No es un tema estructural de partido alguno, por mucho que se quiera relacionar al ministro Bolaños con Mojácar, sino el reflejo de las ambiciones individuales y el escaso nivel ético de unos cuantos que quieren seguir gobernando en su pequeño reino de taifas al precio que sea. Lo que sí se le puede reprochar al PSOE es su escaso control de calidad a la hora de seleccionar a sus candidatos electorales o cargos públicos.
Los tiros documentados apuntan, dejando a un lado Melilla, a casi una treintena de cargos o carguillos socialistas detenidos hasta el momento, sin que Ferraz haya podido o sabido parar la sangría. Cómo escribía Raúl del Pozo en El Mundo: “Cuando el tiro sonó, la bala ya había salido”. Lo de Pedro Sánchez diciendo que la culpa de todo esto es del PP que quiere embarrar la campaña, suena simplemente a desesperación o a que está sordo y no ha escuchado el disparo.

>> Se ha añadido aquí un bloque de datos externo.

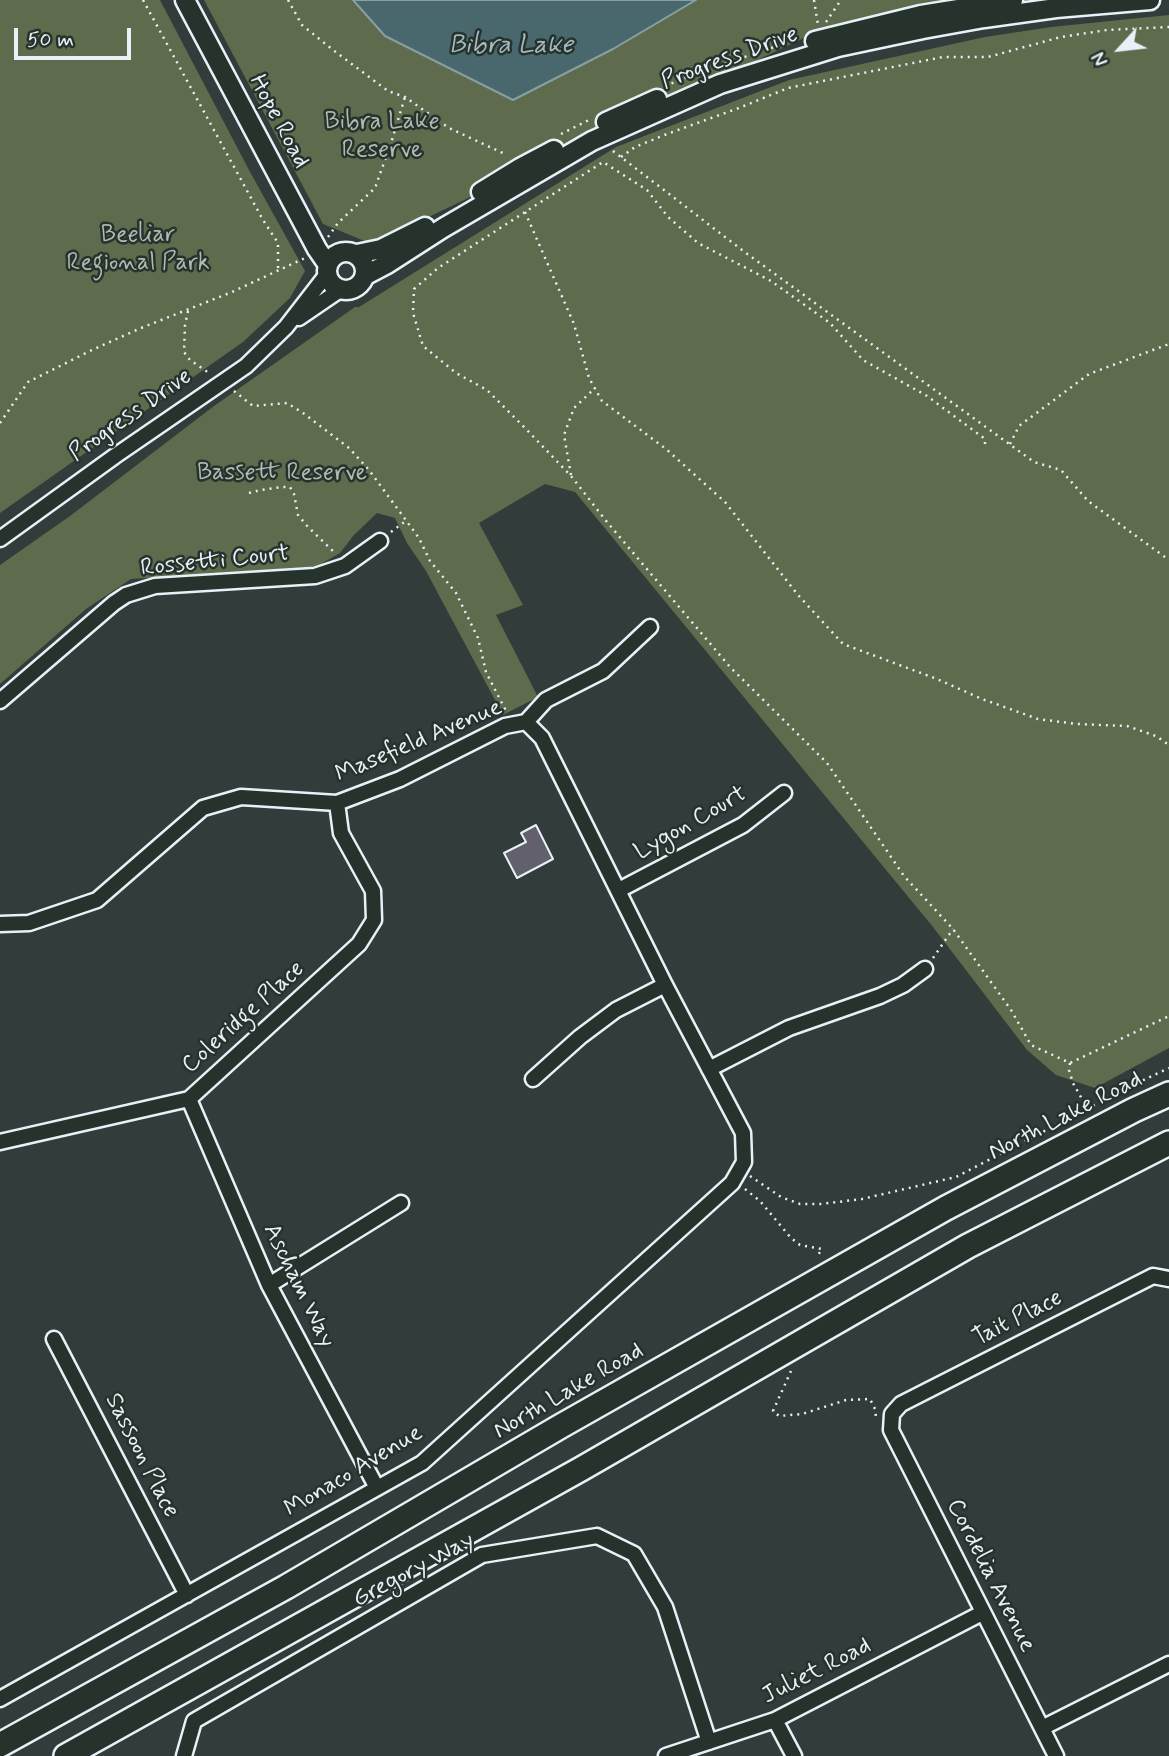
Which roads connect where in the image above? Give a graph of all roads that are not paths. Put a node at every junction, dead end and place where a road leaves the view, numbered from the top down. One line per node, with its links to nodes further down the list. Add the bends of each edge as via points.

Una campaña municipal y autonómica, por otra parte, en la que lo municipal y lo autonómico han pasado al furgón de cola -¿recuerda usted alguna idea para su ciudad o su comunidad?-; donde la política nacional ha primado sobre la local, donde se ha prestado más atención a disparar contra la Moncloa -especialmente Isabel Díaz Ayuso- o Génova 13 que a intentar mejorar, de verdad, la vida cotidiana de los ciudadanos. En resumen, dos semanas más tiradas a la basura. Y ya son demasiadas.
Como muy bien decía Fernando González Urbaneja aquí, ha sido esta la peor campaña electoral de nuestra historia. Una campaña donde se ha venido a confirmar lo que muchos siempre hemos intuido, que nuestra clase política cree, posiblemente con razón, que los ciudadanos somos escuetos, cortos, desmemoriados, analfabetos, holgazanes y tontos de baba.

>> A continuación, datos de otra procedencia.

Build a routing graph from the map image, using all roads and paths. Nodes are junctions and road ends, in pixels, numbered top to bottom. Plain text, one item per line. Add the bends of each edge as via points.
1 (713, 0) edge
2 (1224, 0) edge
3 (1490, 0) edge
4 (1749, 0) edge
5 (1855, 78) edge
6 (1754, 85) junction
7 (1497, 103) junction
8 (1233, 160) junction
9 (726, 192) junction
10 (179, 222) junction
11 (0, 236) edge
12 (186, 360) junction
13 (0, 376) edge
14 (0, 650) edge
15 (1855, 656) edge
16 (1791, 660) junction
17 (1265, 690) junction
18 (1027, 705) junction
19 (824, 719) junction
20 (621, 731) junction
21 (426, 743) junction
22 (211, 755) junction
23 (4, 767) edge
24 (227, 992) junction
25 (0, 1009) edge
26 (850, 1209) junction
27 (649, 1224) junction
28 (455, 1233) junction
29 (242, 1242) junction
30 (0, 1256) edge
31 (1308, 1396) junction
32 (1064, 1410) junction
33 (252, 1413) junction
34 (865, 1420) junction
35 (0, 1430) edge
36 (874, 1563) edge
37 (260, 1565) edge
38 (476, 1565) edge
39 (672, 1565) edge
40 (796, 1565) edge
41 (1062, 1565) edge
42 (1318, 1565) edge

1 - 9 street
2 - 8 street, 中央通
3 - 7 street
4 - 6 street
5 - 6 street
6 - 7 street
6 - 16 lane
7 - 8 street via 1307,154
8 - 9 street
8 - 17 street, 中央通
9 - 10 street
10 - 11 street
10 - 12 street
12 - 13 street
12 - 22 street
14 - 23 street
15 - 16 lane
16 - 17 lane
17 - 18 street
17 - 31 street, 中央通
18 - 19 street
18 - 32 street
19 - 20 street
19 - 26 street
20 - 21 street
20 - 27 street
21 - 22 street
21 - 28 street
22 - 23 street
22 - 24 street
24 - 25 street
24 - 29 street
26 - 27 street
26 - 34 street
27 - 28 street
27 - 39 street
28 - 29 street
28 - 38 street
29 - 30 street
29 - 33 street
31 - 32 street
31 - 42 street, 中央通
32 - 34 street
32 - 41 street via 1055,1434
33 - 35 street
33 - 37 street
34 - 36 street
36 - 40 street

Ciudadanos sin atributos que demuestran ser presa fácil de la estupidez y el engaño, votantes andantes e iletrados sin esperanza alguna. Una ciudadanía, en definitiva, que posiblemente no merezca unos políticos mucho mejores que los que ahora tiene. "¿Usted todavía piensa o es un ciudadano normal?", decía una vieja viñeta de El Roto de hace ya muchos años y que cada vez con menos frecuencia me viene a la memoria.
De seguir así acabaremos alejándonos de las urnas. Correremos entonces el riesgo de acabar pensando que la democracia está sobrevalorada y que todo esto no merece tanto la pena como para seguir perdiendo el tiempo. Lo siguiente será, si alguien no lo remedia, llegar a la peligrosa conclusión de que para esto, que voten ellos.
Como recordaba días atrás Carmen Domingo en El País, Kazue Ishiguro escribió esto en Los restos del día -que después fue llevada al cine por James Ivory y protagonizada por Anthony Hopkins y Emma Thompson-: “La democracia es algo de otras épocas. El mundo actual es demasiado complicado para depender de antiguallas como el sufragio universal o esos parlamentos donde esos diputados discuten eternamente sin decidir nunca nada. Son cosas que podían estar muy bien hace unos años, pero no ahora”. El que esto decía en la novela de Ishiguro era Lord Darlington, un aristócrata inglés que había sido seducido por el nazismo.
Poco más que añadir, salvo que lo malo conocido -esta degradación que emana de un cierto sector de nuestra clase política y que parece ir en aumento- sigue siendo infinitamente mejor que todo lo demás, incluso que lo bueno por conocer.